For the last 10,000 years, humanity has had an unprecedented and largely destructive impact on the environment around us. But as climate change increasingly wreaks its own havoc on us in return, humanity must now work to reverse or at least mitigate the harm that we have caused. In Under a White Sky: The Nature of the Future, Pulitzer Prize-winning author Elizabeth Kolbert examines just what we can do to make things right with Mother Earth and avoid a catastrophic climate crisis.
Green Bank, West Virginia is, technologically speaking, stuck in the 1950s. And for good reason! This bucolic Appalachian town is home to the ultra-sensitive radio telescope at the Green Bank observatory, which necessitates that basically every device that can emit a radio signal — everything from iPads to microwaves — be heavily restricted. In The Quiet Zone, journalist and author Stephen Kurczy, embeds himself in Green Bank to give readers a firsthand look at what life could be like without our precious digital tech.
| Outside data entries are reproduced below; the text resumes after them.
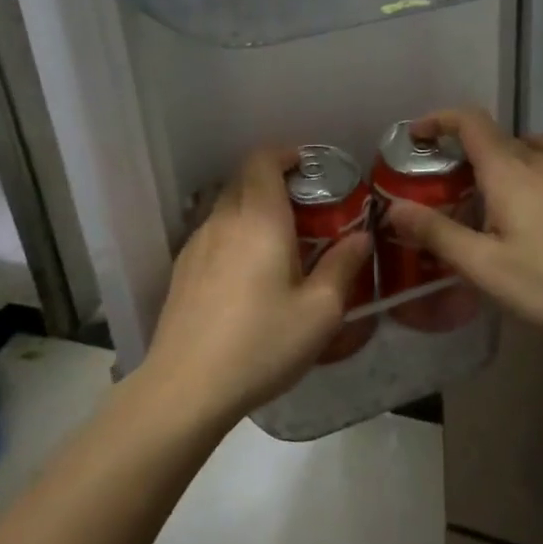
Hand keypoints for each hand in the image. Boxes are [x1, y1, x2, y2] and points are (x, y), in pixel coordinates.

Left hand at [143, 147, 371, 424]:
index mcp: (259, 219)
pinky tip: (248, 274)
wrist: (185, 389)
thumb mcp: (320, 312)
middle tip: (305, 208)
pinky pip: (213, 233)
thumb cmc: (261, 344)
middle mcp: (224, 220)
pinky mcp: (182, 270)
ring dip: (253, 209)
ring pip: (227, 207)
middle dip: (275, 181)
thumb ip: (343, 266)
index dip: (286, 154)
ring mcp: (197, 244)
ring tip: (279, 243)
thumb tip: (360, 236)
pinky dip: (235, 234)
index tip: (310, 168)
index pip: (263, 159)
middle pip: (244, 179)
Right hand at [385, 109, 542, 341]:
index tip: (417, 135)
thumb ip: (437, 233)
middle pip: (494, 135)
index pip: (470, 122)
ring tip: (484, 188)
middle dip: (462, 148)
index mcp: (509, 170)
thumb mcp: (482, 265)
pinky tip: (528, 198)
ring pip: (524, 147)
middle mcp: (539, 160)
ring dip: (497, 156)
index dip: (440, 119)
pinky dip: (526, 165)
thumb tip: (394, 208)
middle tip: (441, 182)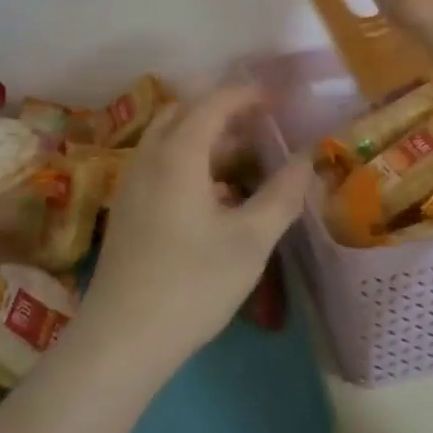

The Quiet Zone is the perfect gift for the aspiring luddite on your holiday shopping list.
Given the myriad COVID-induced supply chain challenges that retailers are girding for this upcoming holiday season, finding physical copies of these titles could prove to be a bit of a challenge. So, perhaps consider gifting the book worms on your holiday shopping list the Kindle Paperwhite and a subscription to Amazon Kindle Unlimited? Virtually every one of the books listed above are available on the digital service along with millions of others as well as magazines and periodicals.
But there’s only so much one can read during those long winter nights so why not curl up on the couch with a nice cup of hot cocoa and watch some sterling examples of our new Golden Age of Television? If you’ve got a Trekkie on your holiday shopping list, you really can’t go wrong with a subscription to Paramount+. The $5 - $10 a month service unlocks a plethora of Star Trek shows including the Emmy award-winning Picard and the hilarious Lower Decks.
Got someone with small children on your gift list? Throw them a bone with a Disney+ subscription. The service hosts nearly the entirety of Disney’s massive, decades-deep archives along with new family-friendly series and episodes arriving daily.